Author: José C. Vales
-Ediciones Destino
-US Release Date: 01-01-2013
-Reviewed by:Félix Lizárraga
-Review Release:May 3rd, 2015

Cabaret Biarritz is José C. Vales’ second novel and received the 2015 Nadal Award for Best Novel. It is a whodunit in the Wilkie Collins tradition of casebook novels, using an intricate framing device: it is supposedly a collection of the “Biarritz interviews,” made by a fictional writer called Georges Miet and translated into Spanish by an equally fictitious Eliazer Marcos Inxausti, who also provides abundant footnotes. 

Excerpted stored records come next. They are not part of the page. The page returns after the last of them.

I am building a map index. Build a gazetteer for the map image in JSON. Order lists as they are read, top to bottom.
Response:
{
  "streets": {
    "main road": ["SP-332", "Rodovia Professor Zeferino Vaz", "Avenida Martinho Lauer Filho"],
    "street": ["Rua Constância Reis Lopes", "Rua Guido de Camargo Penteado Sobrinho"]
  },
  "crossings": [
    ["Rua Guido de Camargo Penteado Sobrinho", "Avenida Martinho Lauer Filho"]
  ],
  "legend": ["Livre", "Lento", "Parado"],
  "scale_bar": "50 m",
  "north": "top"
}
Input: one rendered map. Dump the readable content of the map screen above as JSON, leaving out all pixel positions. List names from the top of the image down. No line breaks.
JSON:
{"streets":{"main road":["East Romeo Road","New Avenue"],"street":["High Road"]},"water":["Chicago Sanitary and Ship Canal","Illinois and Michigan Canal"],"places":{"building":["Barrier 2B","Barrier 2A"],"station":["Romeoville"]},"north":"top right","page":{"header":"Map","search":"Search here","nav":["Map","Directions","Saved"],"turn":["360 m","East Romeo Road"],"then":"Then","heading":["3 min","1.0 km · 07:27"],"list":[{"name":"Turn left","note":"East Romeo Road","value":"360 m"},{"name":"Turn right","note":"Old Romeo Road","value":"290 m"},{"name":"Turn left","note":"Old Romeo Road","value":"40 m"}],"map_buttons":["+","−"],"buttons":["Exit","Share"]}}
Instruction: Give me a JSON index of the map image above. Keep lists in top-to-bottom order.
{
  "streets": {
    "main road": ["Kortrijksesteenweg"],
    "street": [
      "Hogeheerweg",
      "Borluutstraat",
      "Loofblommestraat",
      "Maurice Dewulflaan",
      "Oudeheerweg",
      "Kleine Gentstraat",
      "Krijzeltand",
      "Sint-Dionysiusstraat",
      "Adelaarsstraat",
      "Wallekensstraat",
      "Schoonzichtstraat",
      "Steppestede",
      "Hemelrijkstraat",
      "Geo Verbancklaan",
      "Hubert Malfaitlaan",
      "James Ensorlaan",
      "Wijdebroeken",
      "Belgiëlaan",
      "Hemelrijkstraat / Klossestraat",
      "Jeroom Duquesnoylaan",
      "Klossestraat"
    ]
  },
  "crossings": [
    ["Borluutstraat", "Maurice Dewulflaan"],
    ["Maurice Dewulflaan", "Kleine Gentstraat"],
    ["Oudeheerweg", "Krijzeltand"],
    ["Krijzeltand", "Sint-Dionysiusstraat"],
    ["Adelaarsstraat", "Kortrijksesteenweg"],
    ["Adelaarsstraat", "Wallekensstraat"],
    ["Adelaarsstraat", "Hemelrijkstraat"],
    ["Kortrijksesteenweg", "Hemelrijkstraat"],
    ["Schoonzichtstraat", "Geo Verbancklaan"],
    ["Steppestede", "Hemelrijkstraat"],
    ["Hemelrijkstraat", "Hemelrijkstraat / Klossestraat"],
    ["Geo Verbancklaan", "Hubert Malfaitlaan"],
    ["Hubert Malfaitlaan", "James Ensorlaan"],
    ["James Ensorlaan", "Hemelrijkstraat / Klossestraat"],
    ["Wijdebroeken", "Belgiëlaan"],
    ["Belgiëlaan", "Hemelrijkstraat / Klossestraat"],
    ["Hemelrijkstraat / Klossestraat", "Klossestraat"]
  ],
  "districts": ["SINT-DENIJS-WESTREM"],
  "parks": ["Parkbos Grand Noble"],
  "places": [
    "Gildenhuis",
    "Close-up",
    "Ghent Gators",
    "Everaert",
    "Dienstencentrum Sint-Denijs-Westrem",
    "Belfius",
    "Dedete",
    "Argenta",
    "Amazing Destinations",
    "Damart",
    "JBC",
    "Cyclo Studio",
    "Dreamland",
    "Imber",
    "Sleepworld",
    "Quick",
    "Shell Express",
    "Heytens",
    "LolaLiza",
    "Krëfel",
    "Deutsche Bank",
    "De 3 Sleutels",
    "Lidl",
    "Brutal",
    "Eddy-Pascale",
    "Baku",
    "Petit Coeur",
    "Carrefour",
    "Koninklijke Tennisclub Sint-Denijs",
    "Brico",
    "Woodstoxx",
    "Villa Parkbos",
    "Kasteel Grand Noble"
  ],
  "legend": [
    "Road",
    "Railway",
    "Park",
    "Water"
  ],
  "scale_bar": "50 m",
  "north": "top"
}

This framing device permits the author to tell the story in the voices and from the points of view of witnesses and participants in it, while at the same time the footnotes offer distance and humor. It also allows the reader to draw her/his own conclusions—like when a provincial bureaucrat mindlessly recites the list of possessions found in the room of a defunct person, and we realize before he does (well, he never does) that certain books and certain items of clothing indicate that the departed was not exactly what she seemed to be.

The novel also attempts to recreate life in turn-of the-century Biarritz at the end of the Belle Époque, a pleasure resort full of cabarets, bordellos, and underground casinos. To this effect, Vales even takes pains to imitate the turgid prose of the writers of this period and their obsession with female flesh.

All of this makes Cabaret Biarritz an attractive experiment for the reader. For starters, the novel revolves around the discovery of a dead body, that of a bookstore delivery girl called Aitzane Palefroi. She is found days after her death, in the water, naked and with her face eaten away by the fishes; nevertheless, everyone seems to know from the very beginning and without the shadow of a doubt that this is Aitzane Palefroi and no other. The means of her identification are never disclosed. 

I must confess that I spent a good half of the novel expecting that the faceless, decomposed corpse would turn out to be someone else’s, especially after it becomes apparent that the ring on her finger was worth a fortune and should not have been on the hand of a lowly bookstore employee. For this pivotal reason –and many others, I am afraid—Cabaret Biarritz is rather flawed as a whodunit.